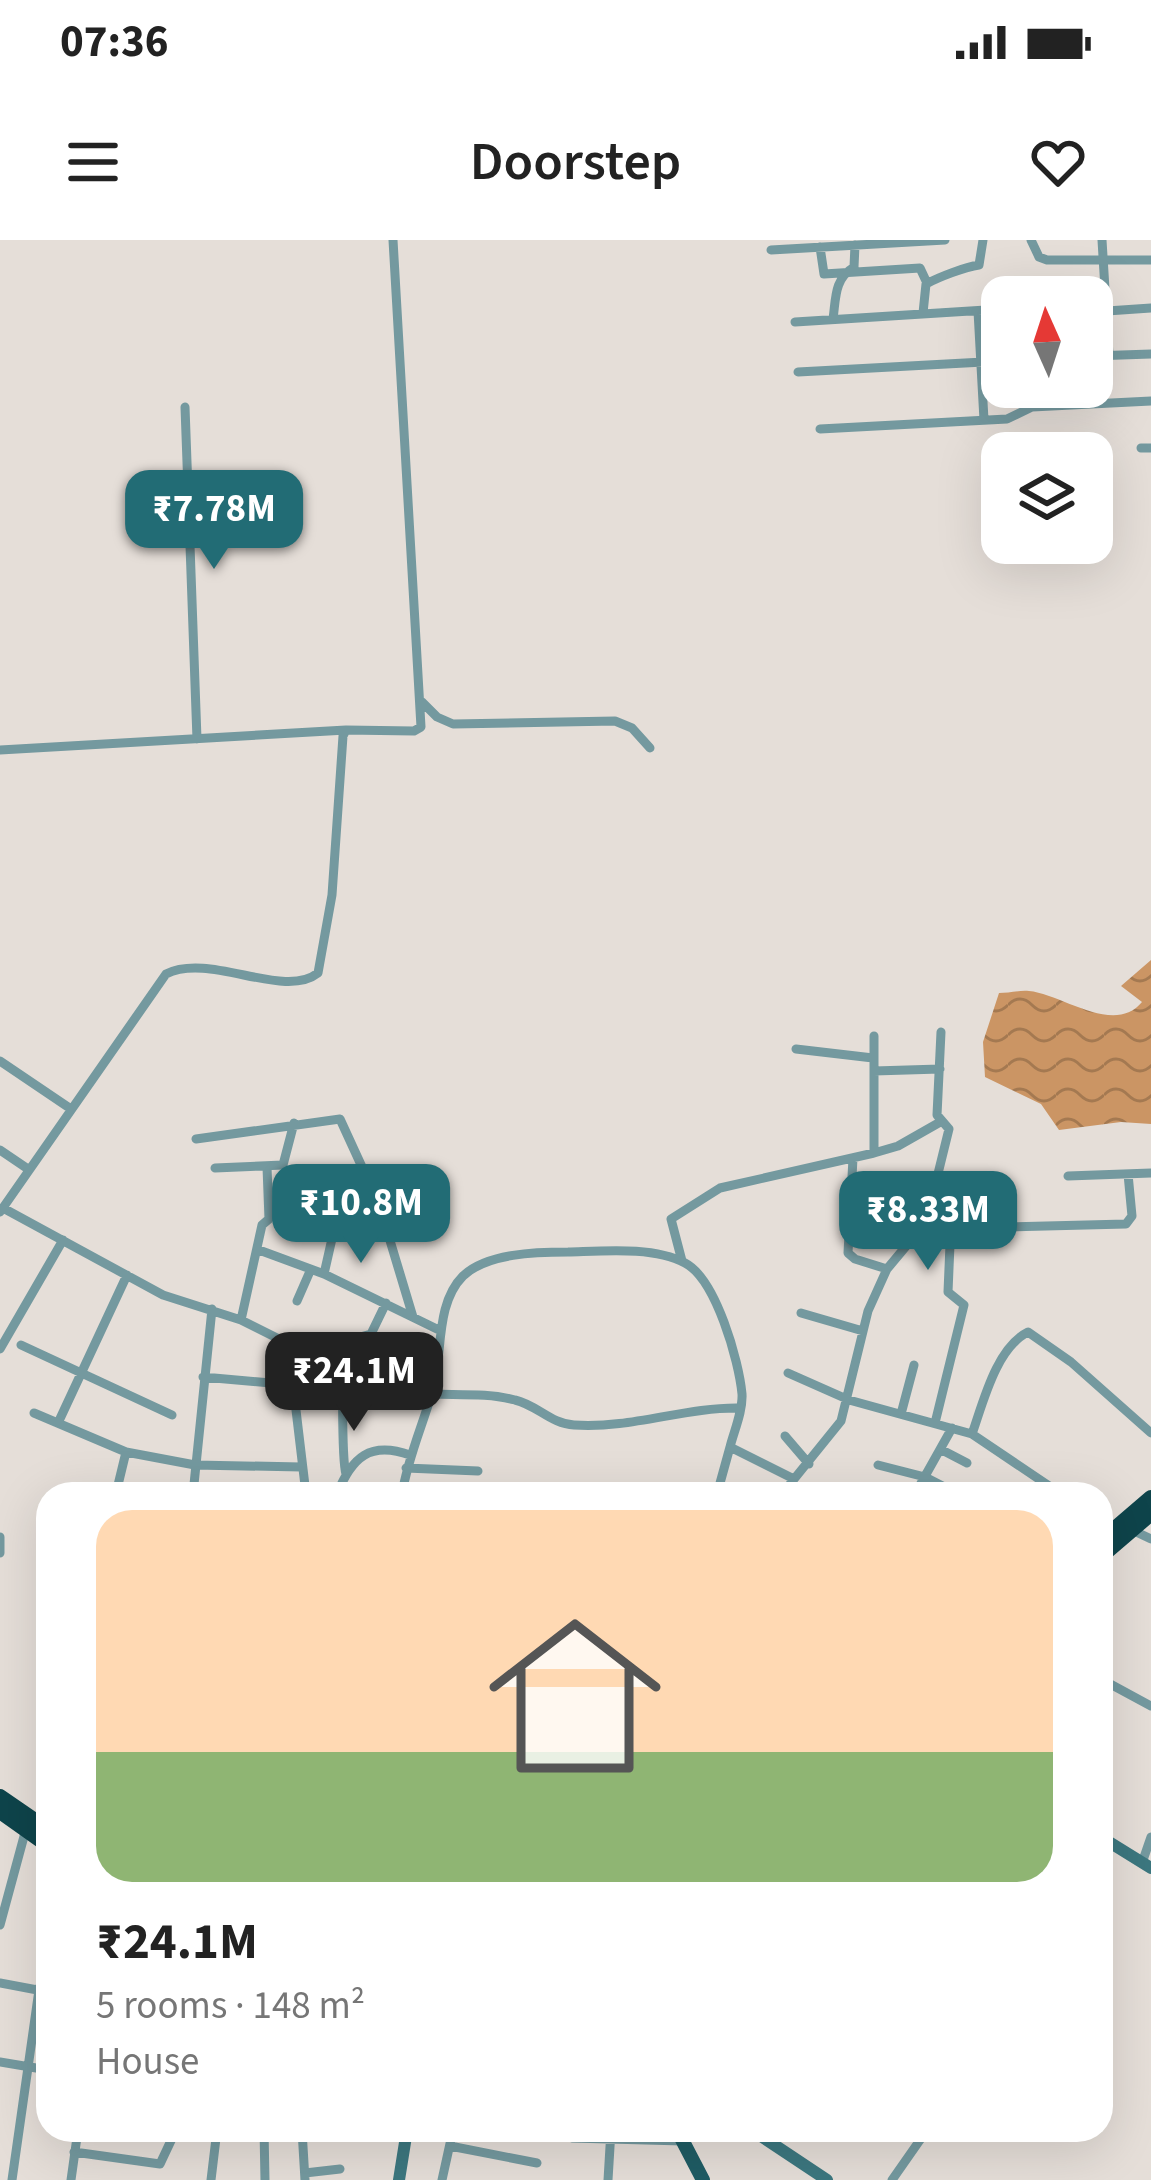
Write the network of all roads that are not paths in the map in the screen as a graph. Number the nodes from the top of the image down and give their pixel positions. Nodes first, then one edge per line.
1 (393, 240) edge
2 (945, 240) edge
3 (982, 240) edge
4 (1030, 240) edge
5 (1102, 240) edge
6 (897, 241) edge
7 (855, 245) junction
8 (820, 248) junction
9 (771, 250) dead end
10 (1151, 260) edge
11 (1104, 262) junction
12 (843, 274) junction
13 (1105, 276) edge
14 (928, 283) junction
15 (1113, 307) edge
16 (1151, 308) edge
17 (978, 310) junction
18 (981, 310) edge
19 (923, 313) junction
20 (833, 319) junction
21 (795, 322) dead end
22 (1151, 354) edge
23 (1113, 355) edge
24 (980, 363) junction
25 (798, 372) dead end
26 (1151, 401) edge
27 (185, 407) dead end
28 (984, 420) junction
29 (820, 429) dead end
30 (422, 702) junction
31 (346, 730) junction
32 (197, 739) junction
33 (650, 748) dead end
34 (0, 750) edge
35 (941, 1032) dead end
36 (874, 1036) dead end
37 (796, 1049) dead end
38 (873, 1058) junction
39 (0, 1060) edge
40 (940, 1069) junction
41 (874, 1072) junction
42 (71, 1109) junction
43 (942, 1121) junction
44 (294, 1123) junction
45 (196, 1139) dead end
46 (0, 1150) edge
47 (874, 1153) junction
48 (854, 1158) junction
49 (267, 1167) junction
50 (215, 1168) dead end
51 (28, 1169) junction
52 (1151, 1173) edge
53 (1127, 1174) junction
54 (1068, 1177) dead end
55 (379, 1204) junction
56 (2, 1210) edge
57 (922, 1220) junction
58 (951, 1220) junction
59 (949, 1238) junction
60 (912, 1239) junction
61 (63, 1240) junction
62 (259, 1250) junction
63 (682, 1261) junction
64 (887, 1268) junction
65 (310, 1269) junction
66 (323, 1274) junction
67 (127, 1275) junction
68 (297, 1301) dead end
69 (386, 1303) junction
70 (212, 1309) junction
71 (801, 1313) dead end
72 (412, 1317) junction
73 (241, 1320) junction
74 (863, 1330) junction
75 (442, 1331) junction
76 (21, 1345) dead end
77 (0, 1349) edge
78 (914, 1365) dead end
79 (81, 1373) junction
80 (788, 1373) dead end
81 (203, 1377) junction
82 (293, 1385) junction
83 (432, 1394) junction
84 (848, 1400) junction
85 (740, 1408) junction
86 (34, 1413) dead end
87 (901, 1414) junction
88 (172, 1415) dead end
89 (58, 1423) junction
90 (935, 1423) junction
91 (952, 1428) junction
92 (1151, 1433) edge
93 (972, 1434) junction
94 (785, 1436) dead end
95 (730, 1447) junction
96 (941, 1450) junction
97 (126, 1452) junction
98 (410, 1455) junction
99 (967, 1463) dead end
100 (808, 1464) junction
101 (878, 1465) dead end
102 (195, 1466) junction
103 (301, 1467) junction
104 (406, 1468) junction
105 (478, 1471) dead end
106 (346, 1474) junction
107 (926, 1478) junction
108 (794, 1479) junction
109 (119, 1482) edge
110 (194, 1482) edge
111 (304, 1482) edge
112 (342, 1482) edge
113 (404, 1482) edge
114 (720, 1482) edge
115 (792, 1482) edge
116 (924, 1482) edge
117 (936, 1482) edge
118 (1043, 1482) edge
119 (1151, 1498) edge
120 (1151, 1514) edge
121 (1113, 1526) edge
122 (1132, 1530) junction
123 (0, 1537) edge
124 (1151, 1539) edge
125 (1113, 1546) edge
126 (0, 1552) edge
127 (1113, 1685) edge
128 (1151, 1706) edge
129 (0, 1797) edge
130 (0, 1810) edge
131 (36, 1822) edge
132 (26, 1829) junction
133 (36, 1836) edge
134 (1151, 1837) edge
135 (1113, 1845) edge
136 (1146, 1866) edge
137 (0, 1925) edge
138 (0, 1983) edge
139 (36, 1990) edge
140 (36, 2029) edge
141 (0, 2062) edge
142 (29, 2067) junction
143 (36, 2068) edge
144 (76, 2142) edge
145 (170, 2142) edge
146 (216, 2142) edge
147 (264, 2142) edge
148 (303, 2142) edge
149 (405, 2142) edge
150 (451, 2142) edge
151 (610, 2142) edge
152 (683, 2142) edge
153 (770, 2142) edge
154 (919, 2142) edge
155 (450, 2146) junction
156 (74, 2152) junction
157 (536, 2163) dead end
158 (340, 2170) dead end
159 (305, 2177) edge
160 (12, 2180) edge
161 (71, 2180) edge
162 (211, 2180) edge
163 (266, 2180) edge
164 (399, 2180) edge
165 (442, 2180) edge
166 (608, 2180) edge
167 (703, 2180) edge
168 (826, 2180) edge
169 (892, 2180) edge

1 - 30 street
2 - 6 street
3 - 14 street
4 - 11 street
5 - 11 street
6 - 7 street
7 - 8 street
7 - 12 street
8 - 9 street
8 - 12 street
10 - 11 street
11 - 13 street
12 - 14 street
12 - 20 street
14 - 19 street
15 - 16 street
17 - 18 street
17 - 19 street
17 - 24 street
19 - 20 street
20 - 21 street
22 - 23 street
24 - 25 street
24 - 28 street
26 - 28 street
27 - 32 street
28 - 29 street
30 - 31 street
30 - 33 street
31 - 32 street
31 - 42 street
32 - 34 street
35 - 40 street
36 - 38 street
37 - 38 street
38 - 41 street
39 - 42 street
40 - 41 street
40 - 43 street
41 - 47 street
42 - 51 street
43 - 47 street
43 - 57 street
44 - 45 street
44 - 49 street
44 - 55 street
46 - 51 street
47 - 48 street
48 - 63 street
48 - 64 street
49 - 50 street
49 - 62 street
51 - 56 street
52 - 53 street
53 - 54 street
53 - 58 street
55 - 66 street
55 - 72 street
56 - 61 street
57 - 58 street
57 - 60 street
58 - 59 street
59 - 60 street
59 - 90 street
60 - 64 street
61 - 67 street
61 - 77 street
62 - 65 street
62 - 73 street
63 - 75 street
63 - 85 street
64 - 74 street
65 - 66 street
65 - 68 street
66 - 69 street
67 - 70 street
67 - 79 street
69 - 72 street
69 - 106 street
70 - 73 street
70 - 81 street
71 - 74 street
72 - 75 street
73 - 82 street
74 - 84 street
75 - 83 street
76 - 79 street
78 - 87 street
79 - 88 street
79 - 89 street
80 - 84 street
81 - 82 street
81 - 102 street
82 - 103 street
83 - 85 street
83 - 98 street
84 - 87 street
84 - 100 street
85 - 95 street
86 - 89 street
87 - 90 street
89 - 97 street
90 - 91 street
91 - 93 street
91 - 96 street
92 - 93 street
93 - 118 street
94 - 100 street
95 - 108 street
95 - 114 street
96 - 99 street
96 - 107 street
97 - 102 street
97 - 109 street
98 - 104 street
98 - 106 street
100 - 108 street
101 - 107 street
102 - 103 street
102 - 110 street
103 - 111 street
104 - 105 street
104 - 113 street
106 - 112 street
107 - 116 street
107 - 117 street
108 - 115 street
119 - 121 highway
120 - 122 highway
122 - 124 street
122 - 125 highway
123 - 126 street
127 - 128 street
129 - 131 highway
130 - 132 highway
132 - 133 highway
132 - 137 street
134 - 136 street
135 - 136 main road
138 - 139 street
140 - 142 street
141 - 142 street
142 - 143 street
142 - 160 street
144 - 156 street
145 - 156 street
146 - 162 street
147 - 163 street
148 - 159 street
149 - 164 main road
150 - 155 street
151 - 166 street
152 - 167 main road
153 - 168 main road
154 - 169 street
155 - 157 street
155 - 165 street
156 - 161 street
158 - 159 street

——————

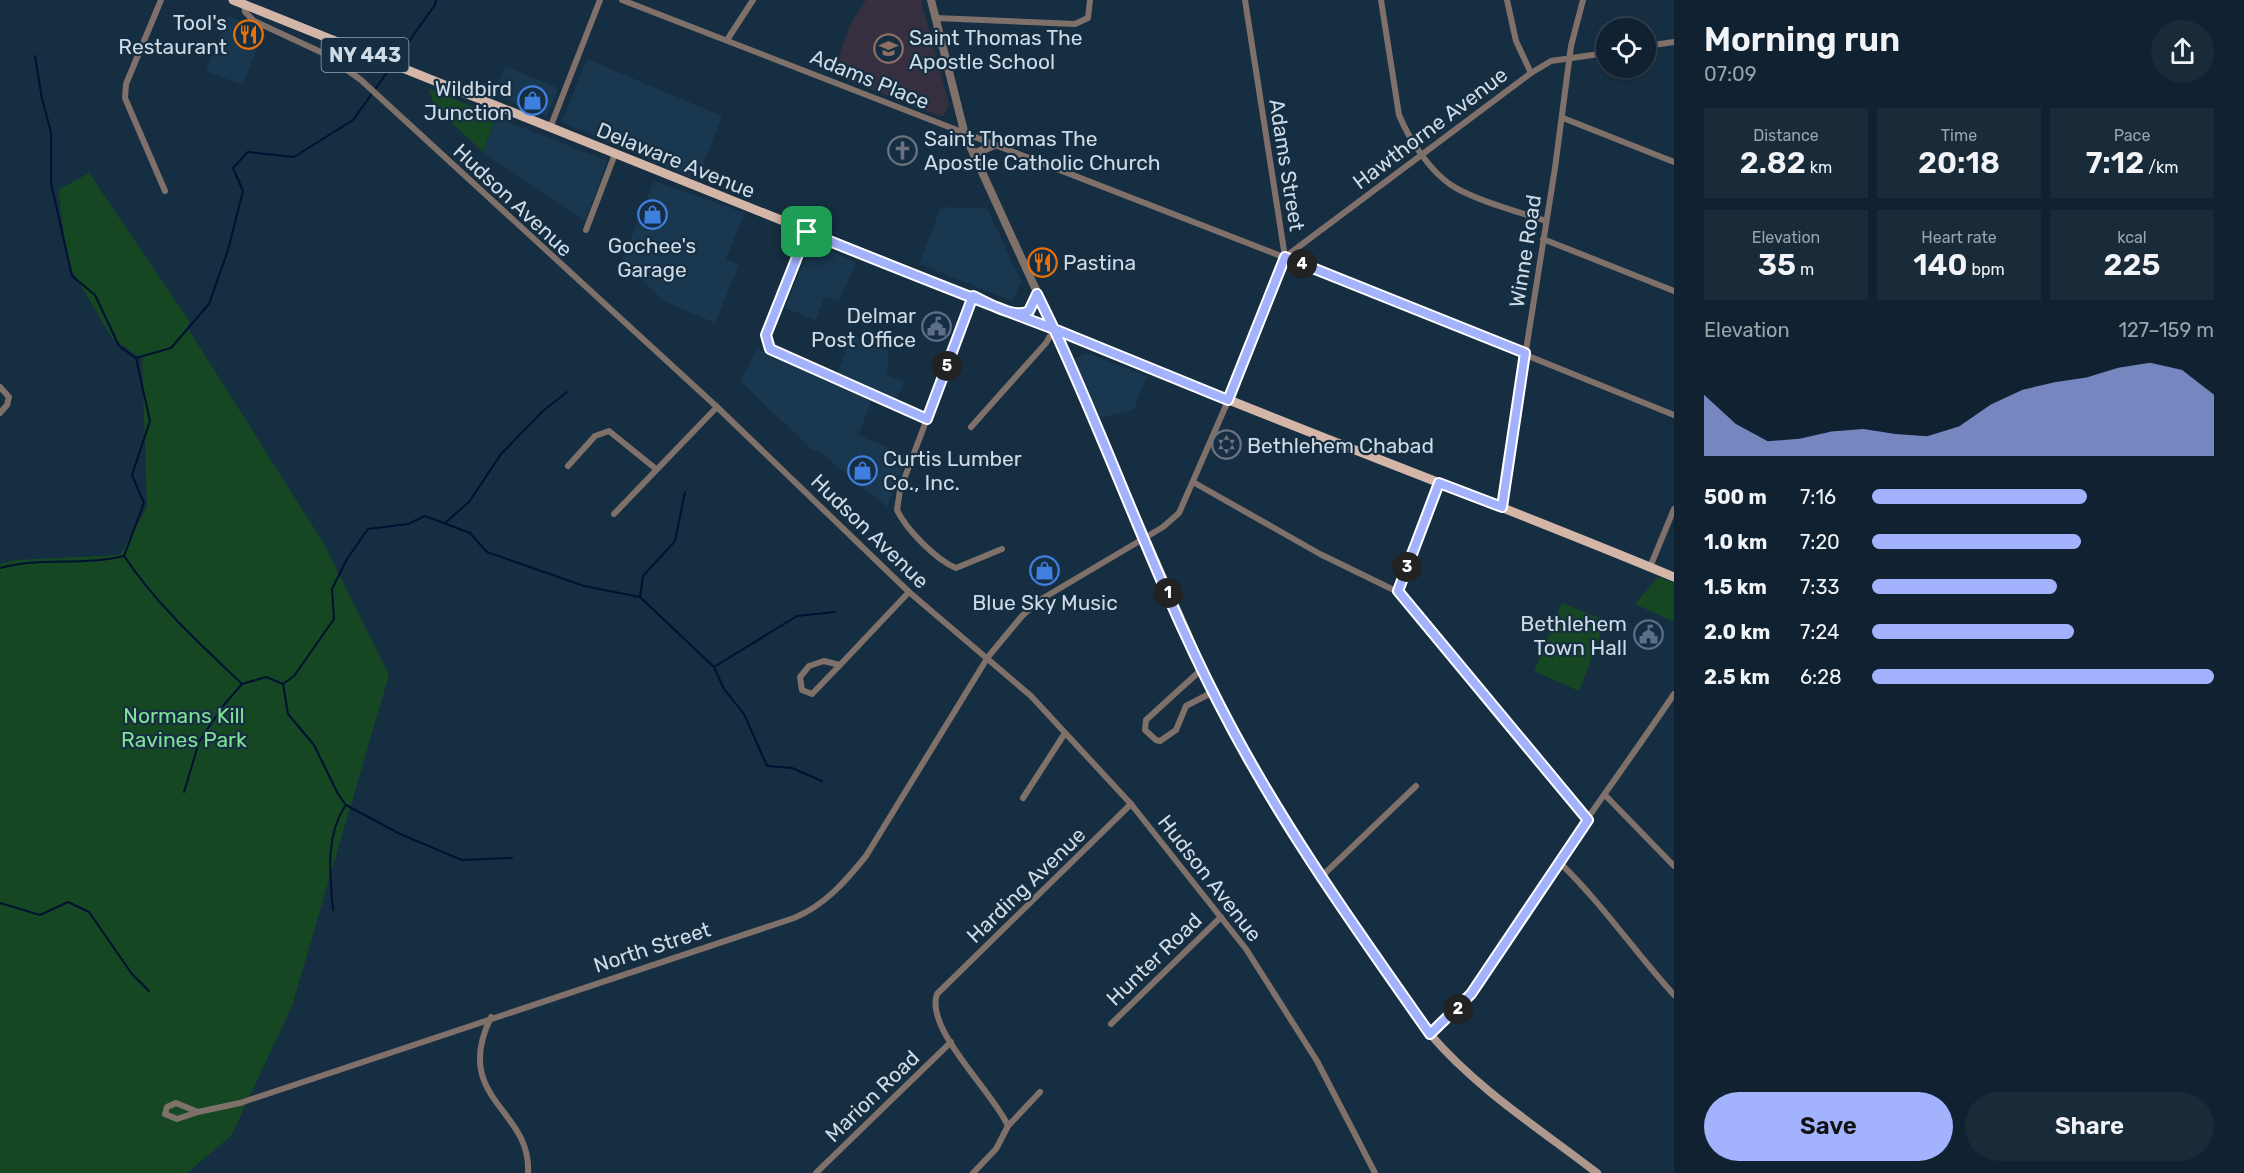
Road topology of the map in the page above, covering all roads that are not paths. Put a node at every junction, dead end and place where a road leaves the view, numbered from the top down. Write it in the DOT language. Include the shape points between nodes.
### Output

——————

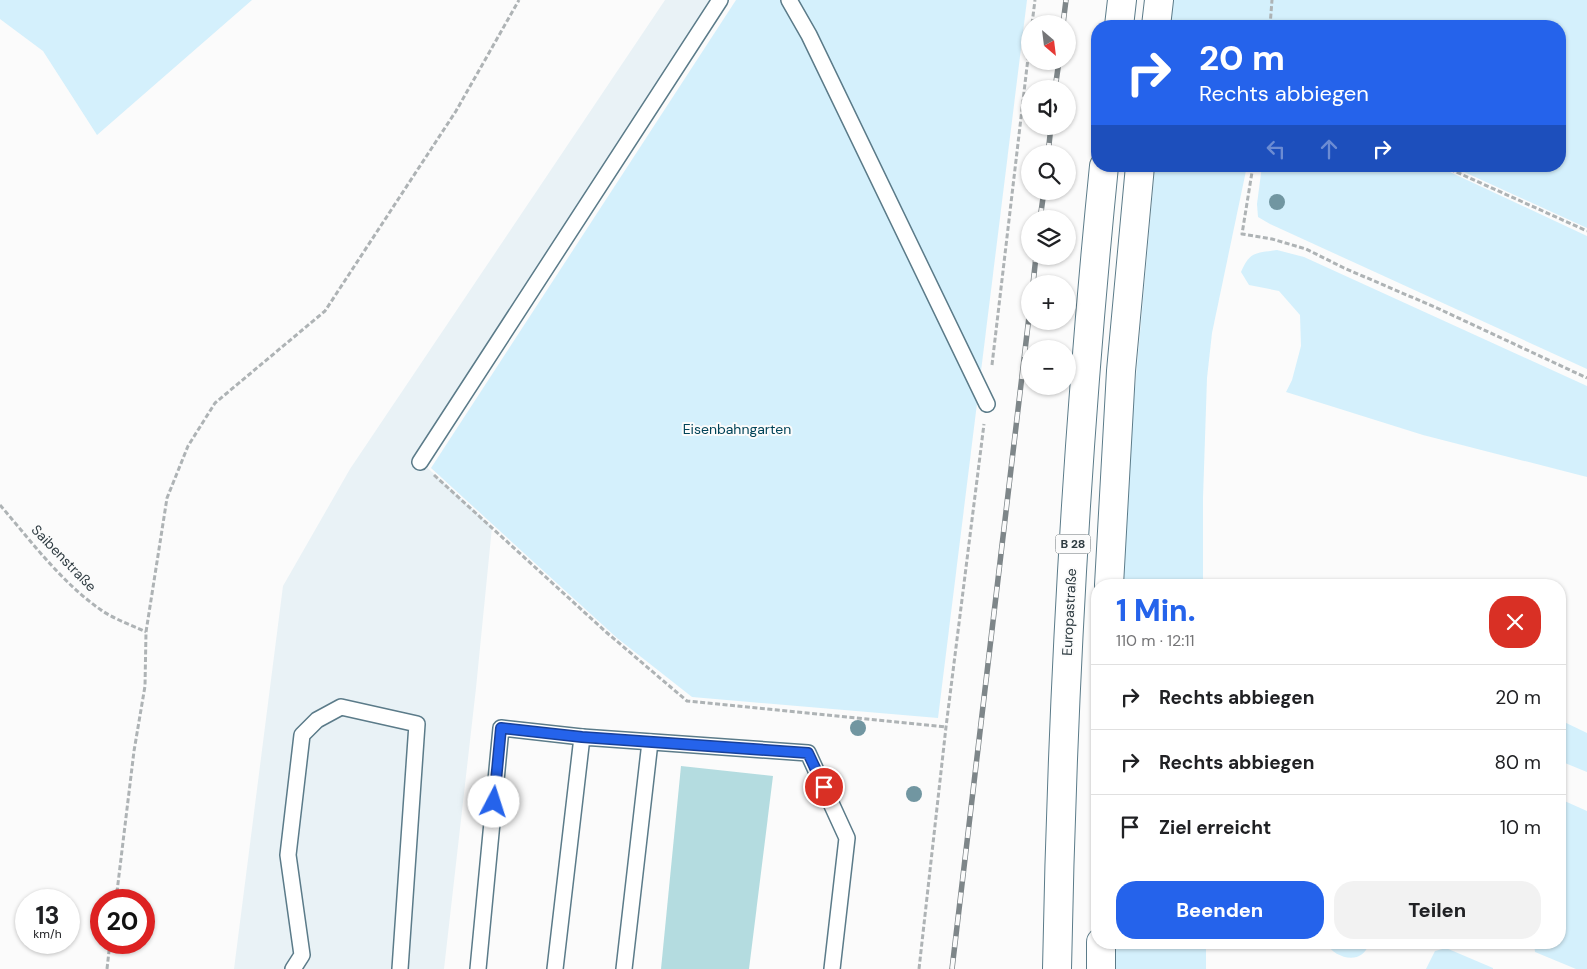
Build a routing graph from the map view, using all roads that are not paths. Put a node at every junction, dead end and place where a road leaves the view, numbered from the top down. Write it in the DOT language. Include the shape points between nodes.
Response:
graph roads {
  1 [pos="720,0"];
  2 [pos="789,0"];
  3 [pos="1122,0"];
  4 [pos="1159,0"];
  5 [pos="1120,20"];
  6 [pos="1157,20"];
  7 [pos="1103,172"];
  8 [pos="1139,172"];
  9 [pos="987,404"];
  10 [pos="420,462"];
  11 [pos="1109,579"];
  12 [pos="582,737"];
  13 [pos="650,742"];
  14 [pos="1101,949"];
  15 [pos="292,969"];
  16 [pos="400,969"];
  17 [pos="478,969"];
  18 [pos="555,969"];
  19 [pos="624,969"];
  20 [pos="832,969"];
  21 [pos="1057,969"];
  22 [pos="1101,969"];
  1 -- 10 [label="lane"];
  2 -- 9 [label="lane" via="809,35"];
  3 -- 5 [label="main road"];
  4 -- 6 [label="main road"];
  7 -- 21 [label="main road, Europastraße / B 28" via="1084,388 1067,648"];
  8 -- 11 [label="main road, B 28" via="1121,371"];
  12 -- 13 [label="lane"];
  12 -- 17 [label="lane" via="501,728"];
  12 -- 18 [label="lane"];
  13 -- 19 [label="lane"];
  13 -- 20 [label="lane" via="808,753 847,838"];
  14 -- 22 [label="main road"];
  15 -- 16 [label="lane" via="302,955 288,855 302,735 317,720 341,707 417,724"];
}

——————

→ **Problem description**:
Which lines of the material above hold the string "points"? Pull them out.

→ **Answer section**:
Road topology of the map in the page above, covering all roads that are not paths. Put a node at every junction, dead end and place where a road leaves the view, numbered from the top down. Write it in the DOT language. Include the shape points between nodes.
Build a routing graph from the map view, using all roads that are not paths. Put a node at every junction, dead end and place where a road leaves the view, numbered from the top down. Write it in the DOT language. Include the shape points between nodes.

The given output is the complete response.